Colleges may be benefitting from the “labors” of these athletes but the benefits are funding Title IX, non revenue sports, thousands of jobs from trainers, educators and popcorn vendors.

Athletic departments are not “for profit“ businesses ... yes there are coaches/administrators making good money but in the grand scheme of things it is peanuts.
 
Agreed... that the true solution is if you want to get paid you go pro... you want to play college you play by our rules... so to me this is exactly the gap that say the xfl and D league should be exploiting and they are failing miserably... these should be the farm systems for the nba and nfl
 
There are approx 11k scholarship FB players, and about 150 get drafted, but not 150 actually make a team, so a little more than 1% actually make it to the pro's.
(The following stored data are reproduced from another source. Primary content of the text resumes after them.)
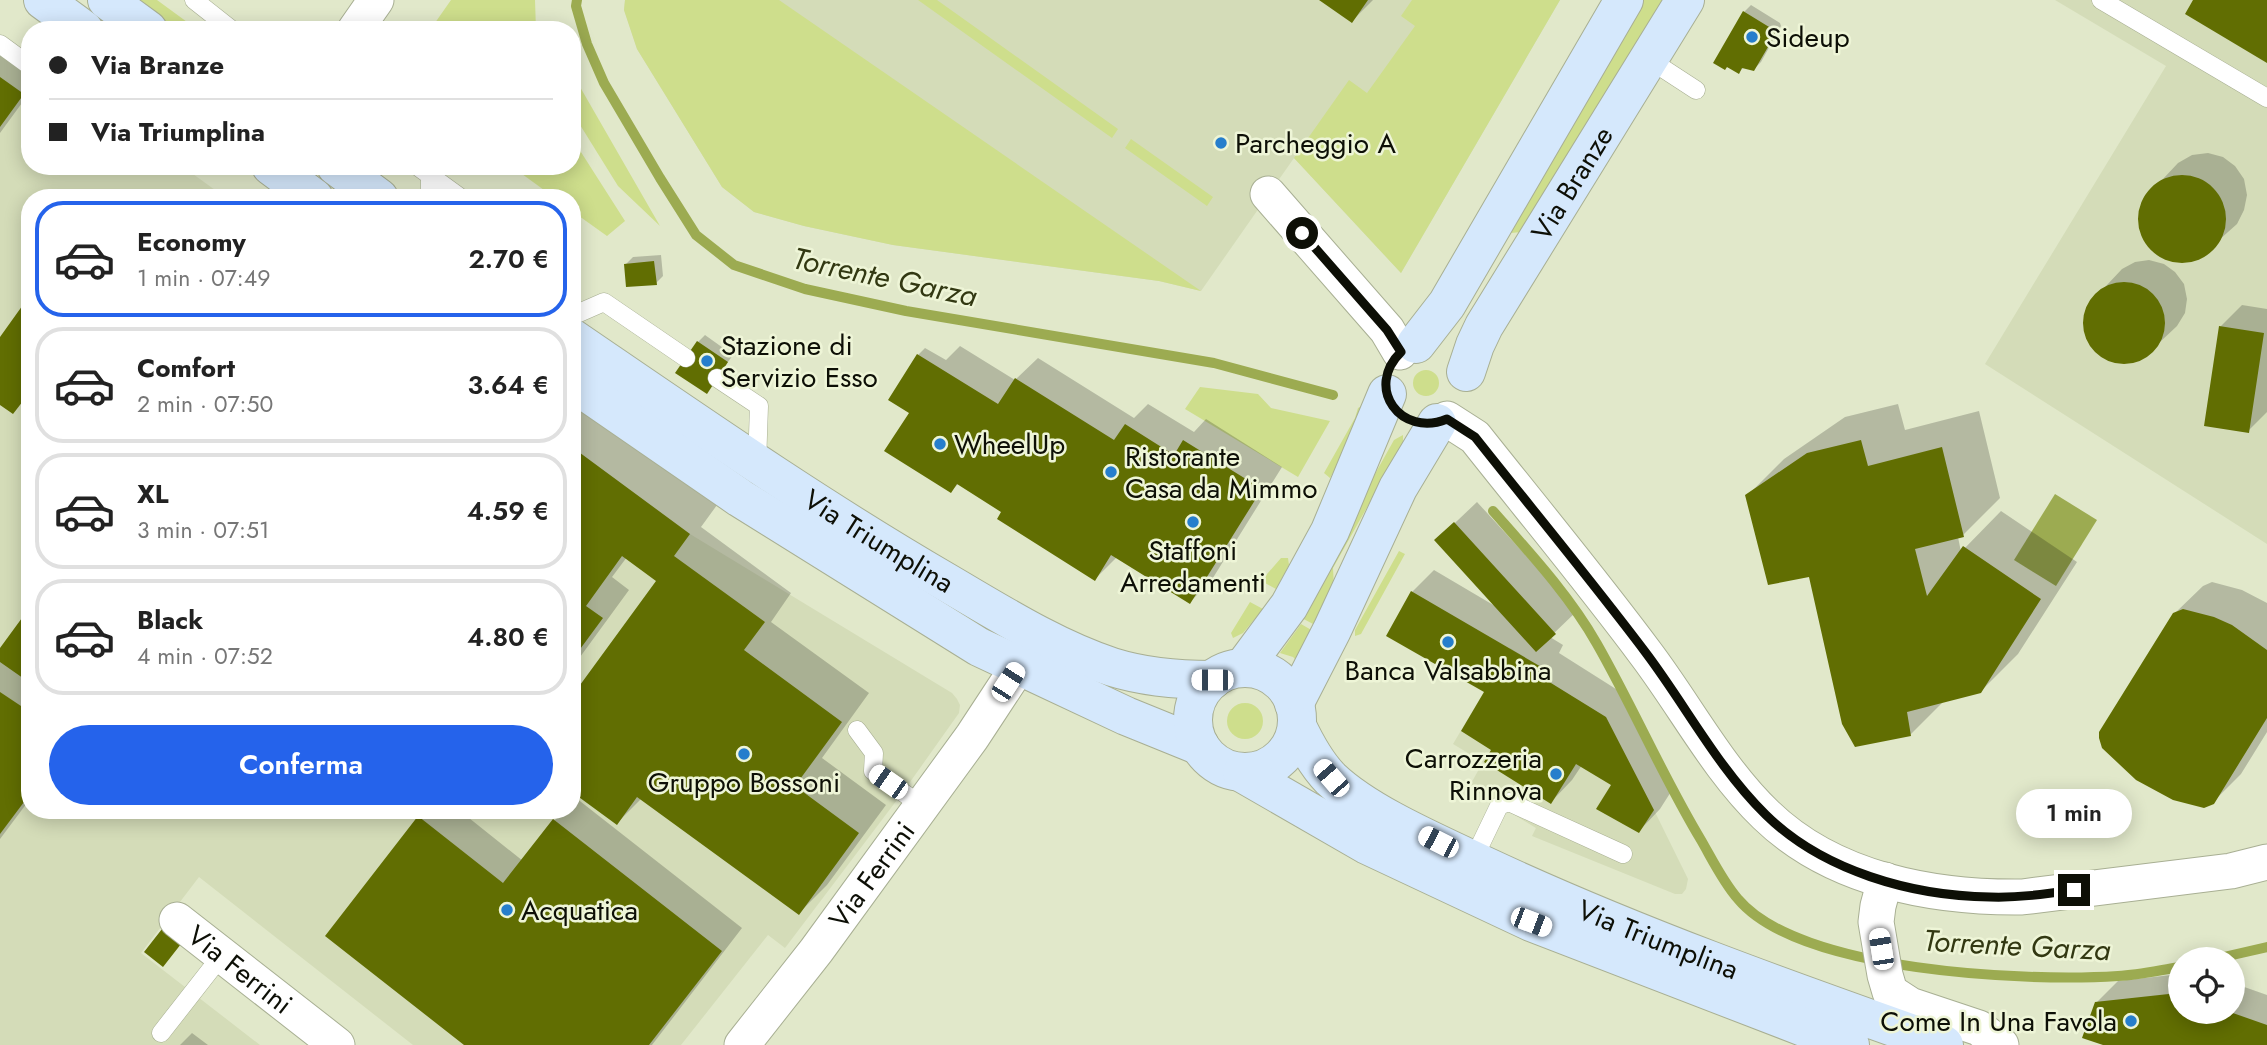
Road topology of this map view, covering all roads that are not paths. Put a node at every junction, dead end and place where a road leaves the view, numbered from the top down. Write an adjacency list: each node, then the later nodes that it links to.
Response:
1 (43, 0): 8 (main road)
2 (107, 0): 9 (main road)
3 (194, 0): 10 (lane)
4 (376, 0): 11 (street)
5 (1624, 0): 26 (main road, Via Branze)
6 (1685, 0): 14 (main road, Via Branze)
7 (2107, 2): 16 (lane)
8 (72, 21)
9 (136, 21)
10 (221, 21)
11 (361, 21)
12 (0, 44): 13 (lane)
13 (21, 59)
14 (1650, 60): 15 (lane); 28 (main road, Via Branze)
15 (1696, 90)
16 (2267, 98)
17 (283, 175): 20 (main road)
18 (348, 175): 21 (main road)
19 (429, 175): 22 (lane)
20 (302, 189)
21 (367, 189)
22 (449, 189)
23 (1268, 194): 26 (street)
24 (581, 312): 27 (lane)
25 (581, 344): 33 (main road, Via Triumplina)
26 (1408, 348): 28 (main road); 31 (main road, Via Branze)
27 (686, 358)
28 (1466, 373): 32 (main road, Via Branze)
29 (717, 378): 33 (lane)
30 (581, 388): 34 (main road, Via Triumplina)
31 (1387, 394): 32 (main road); 35 (main road, Via Branze)
32 (1442, 421): 36 (main road, Via Branze); 44 (street)
33 (757, 464): 35 (main road, Via Triumplina)
34 (1018, 667): 38 (main road, Via Triumplina); 40 (street, Via Ferrini)
35 (1227, 674): 36 (main road, Via Triumplina); 38 (main road)
36 (1295, 715): 39 (main road); 42 (main road, Via Triumplina)
37 (857, 730): 40 (lane)
38 (1200, 747): 39 (main road, Via Triumplina)
39 (1242, 773): 50 (main road, Via Triumplina)
40 (922, 806): 48 (street, Via Ferrini)
41 (1623, 854): 42 (lane)
42 (1473, 860): 51 (main road, Via Triumplina)
43 (2267, 862): 44 (street)
44 (1885, 880): 52 (street)
45 (177, 920): 46 (street, Via Ferrini)
46 (222, 955): 47 (lane); 49 (street, Via Ferrini)
47 (161, 1033)
48 (744, 1044)
49 (337, 1045)
50 (1850, 1045)
51 (1944, 1045)
52 (2001, 1045)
We should not set up a semi-pro league. I just hate to hear people speak as if a 30k+/yr scholarship is not payment, especially when 99% of these kids are gonna need the education, and it disproportionately helps minority students.

The idea of coming back if undrafted is terrific, it doesnt hurt anything.
 



If Cory Bookers of the USA get their way with the NCAA bill in the Senate, college sports are dead. Period. Not just football, but basketball and baseball will be in the mix and so will volley ball.
 
There are approx 11k scholarship FB players, and about 150 get drafted, but not 150 actually make a team, so a little more than 1% actually make it to the pro's.

We should not set up a semi-pro league. I just hate to hear people speak as if a 30k+/yr scholarship is not payment, especially when 99% of these kids are gonna need the education, and it disproportionately helps minority students.

The idea of coming back if undrafted is terrific, it doesnt hurt anything.
FWIW there are 250 draft picks annually.

Also 468 un-drafted players in NFL. Approximately 16 per team.

There are 1,590 players on NFL rosters not counting practice squad, injured reserve ...
 
I don't know why we should even require them to be students anymore. Just make them employees of the school and be done with it.